MEGA FREMDE
Foto: Mega Fremde in Prag, Euncheol Choi, 2012
Frühling der Mega Fremde in Prag
In Tschechien scheint Prag wie das Bühnenbild einer mittelalterlichen Stadt zu sein. Die vielen Besucher erscheinen wie Akteure in einem Schauspiel. Einerseits führen sie in ihrer Masse ein Chaos herbei und andererseits füllen sie die Bühne mit ausladenden Gesten, raffgierigen Gebärden und offenkundigem Blicken auf die großartige Architektur. Aber die theatralische Sprache ist das Schweigen.
Als ich im Frühling allein in Prag war, fühlte ich mich wie ein Fremder in einer unbekannten Stadt, fremd unter den Touristen und ebenso fremd unter den Einheimischen. Sie hatten kein Interesse aneinander. Das Phänomen war, dass sich die völlig fremden Menschen, die „mega Fremden“, dennoch alle um punkt 12 Uhr an einem bestimmten Ort versammelten. Wie auf eine Verabredung hin kamen sie zusammen, um die astronomische Uhr von Prag und ihren Stundenschlag zu erleben. Ein Fest für die Digitalkameras in tausend Händen. In diesem Moment erlebte ich eine große Leere des Daseins.
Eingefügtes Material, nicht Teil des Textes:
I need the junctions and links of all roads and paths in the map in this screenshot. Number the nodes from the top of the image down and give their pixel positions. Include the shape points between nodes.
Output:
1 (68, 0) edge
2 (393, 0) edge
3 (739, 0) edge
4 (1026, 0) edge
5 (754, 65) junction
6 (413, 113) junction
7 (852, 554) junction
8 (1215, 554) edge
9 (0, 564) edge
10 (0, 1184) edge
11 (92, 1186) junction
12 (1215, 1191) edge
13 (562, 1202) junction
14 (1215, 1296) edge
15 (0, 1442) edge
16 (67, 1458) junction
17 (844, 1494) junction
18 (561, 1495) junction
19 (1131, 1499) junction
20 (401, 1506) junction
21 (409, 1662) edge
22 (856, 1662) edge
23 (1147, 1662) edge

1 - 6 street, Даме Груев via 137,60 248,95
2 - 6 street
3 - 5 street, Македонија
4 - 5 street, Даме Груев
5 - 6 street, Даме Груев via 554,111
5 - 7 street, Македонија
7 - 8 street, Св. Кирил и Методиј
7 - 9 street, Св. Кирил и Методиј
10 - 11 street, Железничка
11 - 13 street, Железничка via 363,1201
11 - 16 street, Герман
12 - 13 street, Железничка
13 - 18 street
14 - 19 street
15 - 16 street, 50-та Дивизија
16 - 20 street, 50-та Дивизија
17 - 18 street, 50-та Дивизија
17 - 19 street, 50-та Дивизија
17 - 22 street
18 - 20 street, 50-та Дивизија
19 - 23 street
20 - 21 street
Am Tag darauf saß ich als ein Asiat mit schäbiger Jacke auf der Straße und verfolgte ein Kunstprojekt. Ich platzierte eine Kamera auf die Seite der Passanten im Blick auf mich. Dadurch wollte ich die Perspektive der Touristen einnehmen und deren Anblick auf mich als Einzelnen gegenüber der Masse dokumentieren. Die Kamera stand also neben mir und ich montierte sie in schräger Position auf das Stativ, um diagonale Motive zu schießen, sie also auf schiefer Ebene zu erhalten. Ich beobachtete die Fußgänger und wartete auf günstige Gelegenheiten. Nach fünfstündiger Tätigkeit tauchte plötzlich ein Mann auf, blieb lange an einer Ecke stehen und sah intensiv zu mir herüber. Er beobachtete den Beobachter. Schließlich kam es zu einer Begegnung und wir unterhielten uns mit erheblich sprachlichen Problemen. Es war Herr Drafzche, der sich sehr neugierig zeigte über meine Unternehmung und die schräg hängende Kamera. Er sprach in seiner Muttersprache, die für mich eine absolute Fremdsprache war. Aber er zeichnete und so konnte ich verstehen, was er mir vermitteln wollte. Er berechnete die Schräge des Stativs als astronomische Größe und machte eine Winkelbestimmung, deutete mir so seinen Beruf an und stellte ihn in Verbindung zu meinem Werk. Ich war sehr erfreut und konnte seine mathematische Zeichnung, ein Kommunikationsmittel in der Fremde, in meine Arbeit aufnehmen.